When it's past 2 AM, just go to sleep.

dear kind stranger,
it's been a while since the first time we met.
isn't it insane, that I always look for you in every crowd I see?
chances are slim, but chances are always there.
even if in the end I only find bits that remind me of you,
that's more than enough for me to call it a day.

dear kind stranger,
you once told me that it wasn't easy to get along with anyone.
but truth is, everybody wants to be around you.
for a second I was glad that we finally had one thing in common.
and now I feel foolish for having thought of that small idea.
tell me, what is it like, being so easy to be loved?

dear kind stranger,
maybe you were right that I was seeking comfort back then.
maybe those endless swipes would finally mean something for me.
maybe when I met you there, in that crazy environment,
you could help me sort things out since I was never good at it.
maybe you were the comfort I'd been seeking all along.
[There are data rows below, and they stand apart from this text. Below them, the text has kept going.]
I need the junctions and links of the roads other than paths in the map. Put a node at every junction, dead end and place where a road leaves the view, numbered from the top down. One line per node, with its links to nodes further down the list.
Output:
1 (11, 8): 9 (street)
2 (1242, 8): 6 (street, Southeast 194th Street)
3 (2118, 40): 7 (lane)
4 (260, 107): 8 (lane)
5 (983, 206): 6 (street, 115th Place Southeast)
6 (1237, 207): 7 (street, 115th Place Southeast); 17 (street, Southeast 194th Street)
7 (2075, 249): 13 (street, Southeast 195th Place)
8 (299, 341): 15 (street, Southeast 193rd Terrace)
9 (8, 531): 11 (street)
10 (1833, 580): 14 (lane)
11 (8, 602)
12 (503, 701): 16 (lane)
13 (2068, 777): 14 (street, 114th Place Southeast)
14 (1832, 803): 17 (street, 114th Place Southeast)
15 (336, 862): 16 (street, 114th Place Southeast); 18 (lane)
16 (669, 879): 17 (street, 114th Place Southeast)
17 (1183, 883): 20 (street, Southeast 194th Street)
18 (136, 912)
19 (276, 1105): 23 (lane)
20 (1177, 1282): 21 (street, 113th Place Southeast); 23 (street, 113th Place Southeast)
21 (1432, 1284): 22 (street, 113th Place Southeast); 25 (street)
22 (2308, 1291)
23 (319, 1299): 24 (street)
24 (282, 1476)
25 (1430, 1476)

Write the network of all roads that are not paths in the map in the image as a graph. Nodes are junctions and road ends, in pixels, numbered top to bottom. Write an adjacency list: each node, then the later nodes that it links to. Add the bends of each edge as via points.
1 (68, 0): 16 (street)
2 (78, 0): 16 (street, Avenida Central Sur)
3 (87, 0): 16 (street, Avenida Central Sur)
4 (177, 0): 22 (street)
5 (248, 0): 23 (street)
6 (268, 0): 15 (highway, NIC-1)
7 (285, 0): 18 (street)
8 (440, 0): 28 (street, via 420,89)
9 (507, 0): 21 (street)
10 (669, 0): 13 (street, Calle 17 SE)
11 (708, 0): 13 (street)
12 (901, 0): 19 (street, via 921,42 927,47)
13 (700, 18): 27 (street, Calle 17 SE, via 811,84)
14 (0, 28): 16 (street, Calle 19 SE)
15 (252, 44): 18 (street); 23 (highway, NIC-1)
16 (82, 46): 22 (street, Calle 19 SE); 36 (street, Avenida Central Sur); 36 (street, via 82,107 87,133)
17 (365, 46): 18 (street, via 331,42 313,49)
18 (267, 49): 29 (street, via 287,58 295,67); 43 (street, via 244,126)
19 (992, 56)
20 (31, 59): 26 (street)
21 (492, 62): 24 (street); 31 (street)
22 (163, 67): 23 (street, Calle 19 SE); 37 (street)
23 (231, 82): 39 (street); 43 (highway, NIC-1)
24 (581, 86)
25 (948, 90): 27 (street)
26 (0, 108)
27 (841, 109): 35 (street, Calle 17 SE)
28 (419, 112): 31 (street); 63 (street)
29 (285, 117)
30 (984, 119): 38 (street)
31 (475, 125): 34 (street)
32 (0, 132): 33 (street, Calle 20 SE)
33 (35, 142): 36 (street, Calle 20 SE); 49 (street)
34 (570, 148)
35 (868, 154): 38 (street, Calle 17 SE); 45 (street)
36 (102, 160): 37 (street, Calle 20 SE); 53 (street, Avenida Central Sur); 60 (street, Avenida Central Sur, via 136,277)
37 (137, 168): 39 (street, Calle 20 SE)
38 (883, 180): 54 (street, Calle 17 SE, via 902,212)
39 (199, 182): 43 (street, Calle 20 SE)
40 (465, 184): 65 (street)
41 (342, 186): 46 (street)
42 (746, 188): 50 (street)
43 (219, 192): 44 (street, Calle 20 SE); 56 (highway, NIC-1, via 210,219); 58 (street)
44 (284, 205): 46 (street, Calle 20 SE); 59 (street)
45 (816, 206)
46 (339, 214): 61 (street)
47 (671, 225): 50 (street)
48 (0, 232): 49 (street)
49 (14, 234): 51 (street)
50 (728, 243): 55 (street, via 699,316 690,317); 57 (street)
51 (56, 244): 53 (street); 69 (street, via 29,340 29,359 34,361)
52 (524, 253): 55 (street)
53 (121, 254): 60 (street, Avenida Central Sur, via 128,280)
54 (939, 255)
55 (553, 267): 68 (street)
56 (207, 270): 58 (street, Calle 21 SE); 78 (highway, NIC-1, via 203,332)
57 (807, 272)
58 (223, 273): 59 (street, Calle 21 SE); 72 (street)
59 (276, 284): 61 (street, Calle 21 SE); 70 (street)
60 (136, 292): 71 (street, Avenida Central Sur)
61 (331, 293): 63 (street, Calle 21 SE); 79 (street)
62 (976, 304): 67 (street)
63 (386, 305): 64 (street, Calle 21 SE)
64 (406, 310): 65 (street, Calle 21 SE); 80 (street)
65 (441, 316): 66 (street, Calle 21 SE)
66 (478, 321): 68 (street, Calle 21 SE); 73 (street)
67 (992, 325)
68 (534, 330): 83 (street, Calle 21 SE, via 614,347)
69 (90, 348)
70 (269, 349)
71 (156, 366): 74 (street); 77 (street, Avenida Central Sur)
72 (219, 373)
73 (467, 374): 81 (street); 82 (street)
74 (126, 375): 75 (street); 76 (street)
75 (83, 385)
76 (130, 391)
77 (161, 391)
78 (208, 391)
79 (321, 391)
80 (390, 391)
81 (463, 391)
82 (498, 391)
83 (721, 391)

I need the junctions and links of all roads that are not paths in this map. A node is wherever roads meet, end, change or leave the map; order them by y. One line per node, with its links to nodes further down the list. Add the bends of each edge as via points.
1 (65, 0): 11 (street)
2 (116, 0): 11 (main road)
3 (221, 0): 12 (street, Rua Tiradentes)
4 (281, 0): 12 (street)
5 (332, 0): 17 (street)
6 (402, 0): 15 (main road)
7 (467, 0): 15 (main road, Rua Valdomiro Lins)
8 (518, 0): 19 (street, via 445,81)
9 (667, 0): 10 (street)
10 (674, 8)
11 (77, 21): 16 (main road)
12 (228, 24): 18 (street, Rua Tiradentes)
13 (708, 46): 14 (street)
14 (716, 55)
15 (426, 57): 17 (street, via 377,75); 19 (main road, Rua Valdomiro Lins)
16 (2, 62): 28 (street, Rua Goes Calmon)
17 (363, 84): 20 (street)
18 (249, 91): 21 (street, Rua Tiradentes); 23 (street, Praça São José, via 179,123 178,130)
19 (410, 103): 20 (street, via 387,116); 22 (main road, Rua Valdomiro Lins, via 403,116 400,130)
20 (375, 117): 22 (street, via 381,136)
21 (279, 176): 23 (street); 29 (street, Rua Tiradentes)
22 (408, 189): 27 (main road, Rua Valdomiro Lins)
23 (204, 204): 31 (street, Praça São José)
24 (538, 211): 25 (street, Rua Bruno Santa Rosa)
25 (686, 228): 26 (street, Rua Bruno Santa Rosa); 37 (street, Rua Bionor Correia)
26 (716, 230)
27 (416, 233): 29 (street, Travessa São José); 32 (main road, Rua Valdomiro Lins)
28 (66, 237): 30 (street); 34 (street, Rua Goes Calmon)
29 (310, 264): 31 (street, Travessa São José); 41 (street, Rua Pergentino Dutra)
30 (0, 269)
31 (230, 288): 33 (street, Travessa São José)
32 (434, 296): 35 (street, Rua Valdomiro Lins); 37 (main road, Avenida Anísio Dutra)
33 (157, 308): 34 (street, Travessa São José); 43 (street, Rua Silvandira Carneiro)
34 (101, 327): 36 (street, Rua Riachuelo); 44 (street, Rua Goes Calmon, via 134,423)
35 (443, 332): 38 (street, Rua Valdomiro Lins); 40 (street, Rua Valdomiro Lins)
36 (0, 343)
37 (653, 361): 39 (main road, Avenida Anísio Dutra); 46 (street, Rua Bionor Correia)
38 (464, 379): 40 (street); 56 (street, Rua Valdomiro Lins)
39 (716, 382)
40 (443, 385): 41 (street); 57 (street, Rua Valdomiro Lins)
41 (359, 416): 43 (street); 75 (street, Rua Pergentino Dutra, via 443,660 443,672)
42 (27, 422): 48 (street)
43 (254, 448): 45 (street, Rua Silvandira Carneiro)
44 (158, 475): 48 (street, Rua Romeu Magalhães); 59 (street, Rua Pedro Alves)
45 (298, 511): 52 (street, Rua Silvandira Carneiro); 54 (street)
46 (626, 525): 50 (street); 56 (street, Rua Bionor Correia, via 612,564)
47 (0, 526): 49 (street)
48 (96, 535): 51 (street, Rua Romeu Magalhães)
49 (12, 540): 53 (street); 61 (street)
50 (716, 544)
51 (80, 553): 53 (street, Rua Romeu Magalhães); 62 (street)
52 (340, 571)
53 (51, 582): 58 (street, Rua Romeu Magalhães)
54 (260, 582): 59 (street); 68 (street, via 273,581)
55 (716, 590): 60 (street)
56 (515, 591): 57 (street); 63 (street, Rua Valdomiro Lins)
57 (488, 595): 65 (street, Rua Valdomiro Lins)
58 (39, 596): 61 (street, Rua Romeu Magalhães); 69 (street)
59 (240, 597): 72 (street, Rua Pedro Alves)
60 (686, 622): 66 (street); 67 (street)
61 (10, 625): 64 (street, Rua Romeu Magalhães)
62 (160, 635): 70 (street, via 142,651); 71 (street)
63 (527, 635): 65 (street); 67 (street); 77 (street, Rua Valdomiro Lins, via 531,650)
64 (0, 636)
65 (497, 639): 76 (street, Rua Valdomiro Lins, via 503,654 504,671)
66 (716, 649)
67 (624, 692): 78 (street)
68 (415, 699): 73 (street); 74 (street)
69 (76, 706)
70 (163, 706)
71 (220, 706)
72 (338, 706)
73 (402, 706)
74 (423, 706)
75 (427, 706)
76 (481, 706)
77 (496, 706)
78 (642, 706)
but then again, maybe you were wrong.
maybe I was there just to stroll around to begin with,
and you were just another mannequin on the display.
'twas admirable, but what was I gonna do with it once I took it home?

an ideal romance. maybe that's all you ever are, to me.

dear kind stranger,
yes, I want to love you. but I never wish to own you anyway.
I want to love you, dearly, but you don't have to know.